- _WHAT IS NEEDED_: Write out all the data again, exactly as shown.

━━━ INFORMATION SHOWN ━━━

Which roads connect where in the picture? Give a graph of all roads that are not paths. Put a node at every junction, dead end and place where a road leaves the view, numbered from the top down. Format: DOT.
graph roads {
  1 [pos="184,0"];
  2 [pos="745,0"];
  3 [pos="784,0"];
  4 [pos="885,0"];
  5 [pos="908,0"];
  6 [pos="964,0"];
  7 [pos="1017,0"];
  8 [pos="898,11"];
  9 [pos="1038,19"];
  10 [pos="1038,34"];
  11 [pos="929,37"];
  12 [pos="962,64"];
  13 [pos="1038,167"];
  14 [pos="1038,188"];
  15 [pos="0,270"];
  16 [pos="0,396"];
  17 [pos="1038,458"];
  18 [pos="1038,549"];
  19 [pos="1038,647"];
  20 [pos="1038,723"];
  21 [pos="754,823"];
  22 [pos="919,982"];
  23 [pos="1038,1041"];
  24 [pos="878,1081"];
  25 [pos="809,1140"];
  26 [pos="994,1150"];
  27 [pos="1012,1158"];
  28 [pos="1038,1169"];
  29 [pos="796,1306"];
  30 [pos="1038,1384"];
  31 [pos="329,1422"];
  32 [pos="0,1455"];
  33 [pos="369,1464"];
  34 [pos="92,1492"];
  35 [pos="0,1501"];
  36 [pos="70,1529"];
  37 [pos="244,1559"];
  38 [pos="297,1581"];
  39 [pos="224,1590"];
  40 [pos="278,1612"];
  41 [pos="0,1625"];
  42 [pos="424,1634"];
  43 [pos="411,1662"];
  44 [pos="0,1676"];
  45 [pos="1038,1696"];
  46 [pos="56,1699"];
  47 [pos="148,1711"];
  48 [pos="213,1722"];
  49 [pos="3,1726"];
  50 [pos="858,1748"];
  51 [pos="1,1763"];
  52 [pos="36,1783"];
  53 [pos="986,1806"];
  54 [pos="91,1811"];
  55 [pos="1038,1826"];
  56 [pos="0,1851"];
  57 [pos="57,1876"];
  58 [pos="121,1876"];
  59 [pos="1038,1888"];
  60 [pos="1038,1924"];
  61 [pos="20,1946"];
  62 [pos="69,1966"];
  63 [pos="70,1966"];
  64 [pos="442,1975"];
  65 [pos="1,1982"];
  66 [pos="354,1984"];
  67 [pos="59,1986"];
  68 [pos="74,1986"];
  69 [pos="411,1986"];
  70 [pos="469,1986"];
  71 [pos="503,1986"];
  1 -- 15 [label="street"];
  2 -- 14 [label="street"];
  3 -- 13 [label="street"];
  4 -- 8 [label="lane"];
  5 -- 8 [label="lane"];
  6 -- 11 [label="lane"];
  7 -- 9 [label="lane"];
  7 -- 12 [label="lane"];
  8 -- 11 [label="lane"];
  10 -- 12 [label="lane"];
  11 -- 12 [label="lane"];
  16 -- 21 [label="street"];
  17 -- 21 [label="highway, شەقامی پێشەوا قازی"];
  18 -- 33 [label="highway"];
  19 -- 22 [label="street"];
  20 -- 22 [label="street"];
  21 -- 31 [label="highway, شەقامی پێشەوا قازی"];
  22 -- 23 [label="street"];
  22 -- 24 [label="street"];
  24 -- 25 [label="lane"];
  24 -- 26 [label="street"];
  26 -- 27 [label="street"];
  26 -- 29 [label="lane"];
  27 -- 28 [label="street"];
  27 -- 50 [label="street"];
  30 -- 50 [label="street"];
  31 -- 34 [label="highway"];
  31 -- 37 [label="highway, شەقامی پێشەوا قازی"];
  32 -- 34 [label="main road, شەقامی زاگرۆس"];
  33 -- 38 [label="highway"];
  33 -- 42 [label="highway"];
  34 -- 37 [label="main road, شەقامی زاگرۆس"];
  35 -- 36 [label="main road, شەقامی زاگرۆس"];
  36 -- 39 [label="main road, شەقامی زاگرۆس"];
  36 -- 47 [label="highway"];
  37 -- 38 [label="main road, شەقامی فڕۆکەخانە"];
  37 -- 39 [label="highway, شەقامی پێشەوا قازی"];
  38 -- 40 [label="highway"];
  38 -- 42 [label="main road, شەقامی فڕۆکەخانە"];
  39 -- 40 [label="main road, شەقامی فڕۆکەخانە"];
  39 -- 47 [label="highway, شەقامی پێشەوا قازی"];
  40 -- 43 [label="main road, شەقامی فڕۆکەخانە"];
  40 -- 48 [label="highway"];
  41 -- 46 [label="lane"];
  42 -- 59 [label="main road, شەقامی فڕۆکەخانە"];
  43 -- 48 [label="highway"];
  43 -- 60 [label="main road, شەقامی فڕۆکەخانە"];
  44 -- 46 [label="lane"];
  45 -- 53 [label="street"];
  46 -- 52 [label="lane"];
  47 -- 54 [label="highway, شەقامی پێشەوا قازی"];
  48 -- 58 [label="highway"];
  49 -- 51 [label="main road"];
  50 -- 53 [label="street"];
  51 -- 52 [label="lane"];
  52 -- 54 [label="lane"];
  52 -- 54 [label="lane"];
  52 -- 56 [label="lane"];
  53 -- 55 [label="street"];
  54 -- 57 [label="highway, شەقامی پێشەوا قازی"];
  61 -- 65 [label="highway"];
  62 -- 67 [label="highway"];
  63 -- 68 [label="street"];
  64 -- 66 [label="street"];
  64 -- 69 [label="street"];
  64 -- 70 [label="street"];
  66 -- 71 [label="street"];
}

━━━

- _RESPONSE_:
Which roads connect where in the picture? Give a graph of all roads that are not paths. Put a node at every junction, dead end and place where a road leaves the view, numbered from the top down. Format: DOT.
graph roads {
  1 [pos="184,0"];
  2 [pos="745,0"];
  3 [pos="784,0"];
  4 [pos="885,0"];
  5 [pos="908,0"];
  6 [pos="964,0"];
  7 [pos="1017,0"];
  8 [pos="898,11"];
  9 [pos="1038,19"];
  10 [pos="1038,34"];
  11 [pos="929,37"];
  12 [pos="962,64"];
  13 [pos="1038,167"];
  14 [pos="1038,188"];
  15 [pos="0,270"];
  16 [pos="0,396"];
  17 [pos="1038,458"];
  18 [pos="1038,549"];
  19 [pos="1038,647"];
  20 [pos="1038,723"];
  21 [pos="754,823"];
  22 [pos="919,982"];
  23 [pos="1038,1041"];
  24 [pos="878,1081"];
  25 [pos="809,1140"];
  26 [pos="994,1150"];
  27 [pos="1012,1158"];
  28 [pos="1038,1169"];
  29 [pos="796,1306"];
  30 [pos="1038,1384"];
  31 [pos="329,1422"];
  32 [pos="0,1455"];
  33 [pos="369,1464"];
  34 [pos="92,1492"];
  35 [pos="0,1501"];
  36 [pos="70,1529"];
  37 [pos="244,1559"];
  38 [pos="297,1581"];
  39 [pos="224,1590"];
  40 [pos="278,1612"];
  41 [pos="0,1625"];
  42 [pos="424,1634"];
  43 [pos="411,1662"];
  44 [pos="0,1676"];
  45 [pos="1038,1696"];
  46 [pos="56,1699"];
  47 [pos="148,1711"];
  48 [pos="213,1722"];
  49 [pos="3,1726"];
  50 [pos="858,1748"];
  51 [pos="1,1763"];
  52 [pos="36,1783"];
  53 [pos="986,1806"];
  54 [pos="91,1811"];
  55 [pos="1038,1826"];
  56 [pos="0,1851"];
  57 [pos="57,1876"];
  58 [pos="121,1876"];
  59 [pos="1038,1888"];
  60 [pos="1038,1924"];
  61 [pos="20,1946"];
  62 [pos="69,1966"];
  63 [pos="70,1966"];
  64 [pos="442,1975"];
  65 [pos="1,1982"];
  66 [pos="354,1984"];
  67 [pos="59,1986"];
  68 [pos="74,1986"];
  69 [pos="411,1986"];
  70 [pos="469,1986"];
  71 [pos="503,1986"];
  1 -- 15 [label="street"];
  2 -- 14 [label="street"];
  3 -- 13 [label="street"];
  4 -- 8 [label="lane"];
  5 -- 8 [label="lane"];
  6 -- 11 [label="lane"];
  7 -- 9 [label="lane"];
  7 -- 12 [label="lane"];
  8 -- 11 [label="lane"];
  10 -- 12 [label="lane"];
  11 -- 12 [label="lane"];
  16 -- 21 [label="street"];
  17 -- 21 [label="highway, شەقامی پێشەوا قازی"];
  18 -- 33 [label="highway"];
  19 -- 22 [label="street"];
  20 -- 22 [label="street"];
  21 -- 31 [label="highway, شەقامی پێشەوا قازی"];
  22 -- 23 [label="street"];
  22 -- 24 [label="street"];
  24 -- 25 [label="lane"];
  24 -- 26 [label="street"];
  26 -- 27 [label="street"];
  26 -- 29 [label="lane"];
  27 -- 28 [label="street"];
  27 -- 50 [label="street"];
  30 -- 50 [label="street"];
  31 -- 34 [label="highway"];
  31 -- 37 [label="highway, شەقامی پێشەوا قازی"];
  32 -- 34 [label="main road, شەقامی زاگرۆس"];
  33 -- 38 [label="highway"];
  33 -- 42 [label="highway"];
  34 -- 37 [label="main road, شەقامی زاگرۆس"];
  35 -- 36 [label="main road, شەقامی زاگرۆس"];
  36 -- 39 [label="main road, شەقامی زاگرۆس"];
  36 -- 47 [label="highway"];
  37 -- 38 [label="main road, شەقامی فڕۆکەخانە"];
  37 -- 39 [label="highway, شەقامی پێشەوا قازی"];
  38 -- 40 [label="highway"];
  38 -- 42 [label="main road, شەقامی فڕۆکەخانە"];
  39 -- 40 [label="main road, شەقامی فڕۆکەخانە"];
  39 -- 47 [label="highway, شەقامی پێشەوا قازی"];
  40 -- 43 [label="main road, شەقامی فڕۆکەخانە"];
  40 -- 48 [label="highway"];
  41 -- 46 [label="lane"];
  42 -- 59 [label="main road, شەقامی فڕۆکەخانە"];
  43 -- 48 [label="highway"];
  43 -- 60 [label="main road, شەقامی فڕۆکەخانە"];
  44 -- 46 [label="lane"];
  45 -- 53 [label="street"];
  46 -- 52 [label="lane"];
  47 -- 54 [label="highway, شەقامی پێشەوا قازی"];
  48 -- 58 [label="highway"];
  49 -- 51 [label="main road"];
  50 -- 53 [label="street"];
  51 -- 52 [label="lane"];
  52 -- 54 [label="lane"];
  52 -- 54 [label="lane"];
  52 -- 56 [label="lane"];
  53 -- 55 [label="street"];
  54 -- 57 [label="highway, شەقامی پێشەوا قازی"];
  61 -- 65 [label="highway"];
  62 -- 67 [label="highway"];
  63 -- 68 [label="street"];
  64 -- 66 [label="street"];
  64 -- 69 [label="street"];
  64 -- 70 [label="street"];
  66 -- 71 [label="street"];
}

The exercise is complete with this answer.